## Stored data
════════════════

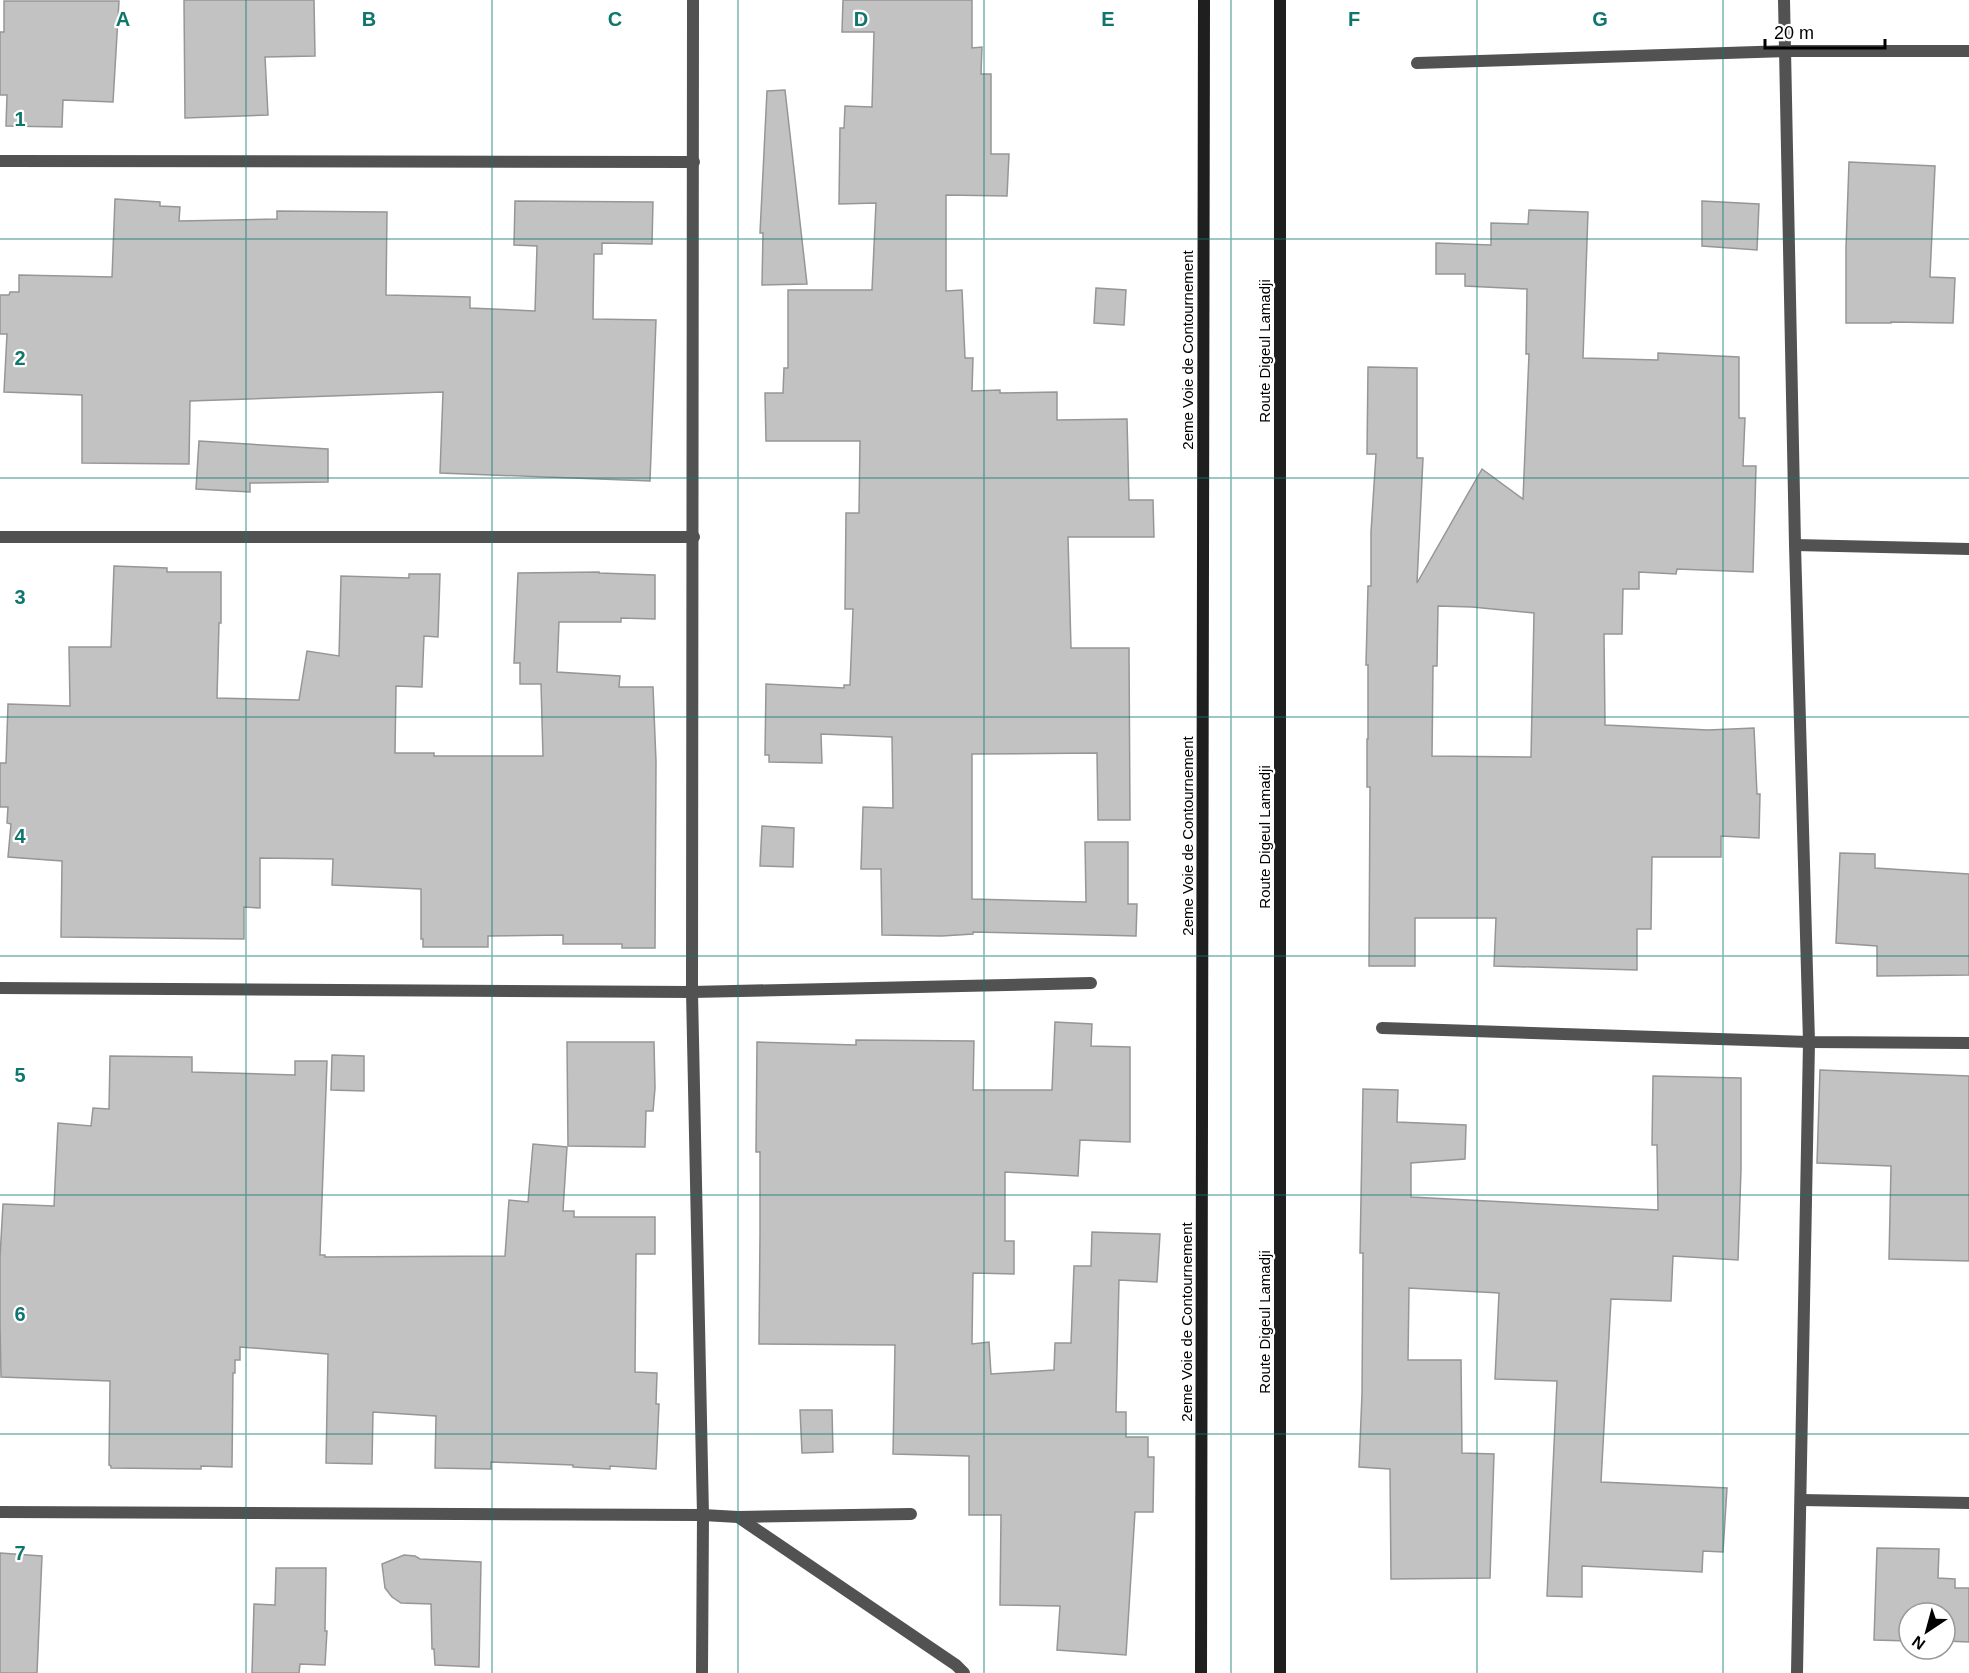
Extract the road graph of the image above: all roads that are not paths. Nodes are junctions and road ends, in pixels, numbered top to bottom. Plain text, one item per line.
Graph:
1 (693, 0) edge
2 (1204, 0) edge
3 (1280, 0) edge
4 (1784, 0) edge
5 (1785, 51) junction
6 (1969, 51) edge
7 (1417, 63) dead end
8 (0, 161) edge
9 (693, 162) junction
10 (0, 537) edge
11 (693, 537) junction
12 (1794, 545) junction
13 (1969, 549) edge
14 (1091, 982) dead end
15 (0, 988) edge
16 (692, 992) junction
17 (1382, 1028) dead end
18 (1809, 1042) junction
19 (1969, 1042) edge
20 (1801, 1500) junction
21 (1969, 1503) edge
22 (0, 1512) edge
23 (911, 1514) dead end
24 (703, 1515) junction
25 (738, 1517) junction
26 (702, 1673) edge
27 (964, 1673) edge
28 (1202, 1673) edge
29 (1280, 1673) edge
30 (1797, 1673) edge

1 - 9 street
2 - 28 main road, 2eme Voie de Contournement
3 - 29 main road, Route Digeul Lamadji
4 - 5 street
5 - 6 street
5 - 7 street
5 - 12 street
8 - 9 street
9 - 11 street
10 - 11 street
11 - 16 street
12 - 13 street
12 - 18 street
14 - 16 street
15 - 16 street
16 - 24 street
17 - 18 street
18 - 19 street
18 - 20 street
20 - 21 street
20 - 30 street
22 - 24 street
23 - 25 street
24 - 25 street
24 - 26 street
25 - 27 street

════════════════

## What you have to do
Each record above needs to be retyped exactly, without any pictures.

## Written reply
Extract the road graph of the image above: all roads that are not paths. Nodes are junctions and road ends, in pixels, numbered top to bottom. Plain text, one item per line.
Graph:
1 (693, 0) edge
2 (1204, 0) edge
3 (1280, 0) edge
4 (1784, 0) edge
5 (1785, 51) junction
6 (1969, 51) edge
7 (1417, 63) dead end
8 (0, 161) edge
9 (693, 162) junction
10 (0, 537) edge
11 (693, 537) junction
12 (1794, 545) junction
13 (1969, 549) edge
14 (1091, 982) dead end
15 (0, 988) edge
16 (692, 992) junction
17 (1382, 1028) dead end
18 (1809, 1042) junction
19 (1969, 1042) edge
20 (1801, 1500) junction
21 (1969, 1503) edge
22 (0, 1512) edge
23 (911, 1514) dead end
24 (703, 1515) junction
25 (738, 1517) junction
26 (702, 1673) edge
27 (964, 1673) edge
28 (1202, 1673) edge
29 (1280, 1673) edge
30 (1797, 1673) edge

1 - 9 street
2 - 28 main road, 2eme Voie de Contournement
3 - 29 main road, Route Digeul Lamadji
4 - 5 street
5 - 6 street
5 - 7 street
5 - 12 street
8 - 9 street
9 - 11 street
10 - 11 street
11 - 16 street
12 - 13 street
12 - 18 street
14 - 16 street
15 - 16 street
16 - 24 street
17 - 18 street
18 - 19 street
18 - 20 street
20 - 21 street
20 - 30 street
22 - 24 street
23 - 25 street
24 - 25 street
24 - 26 street
25 - 27 street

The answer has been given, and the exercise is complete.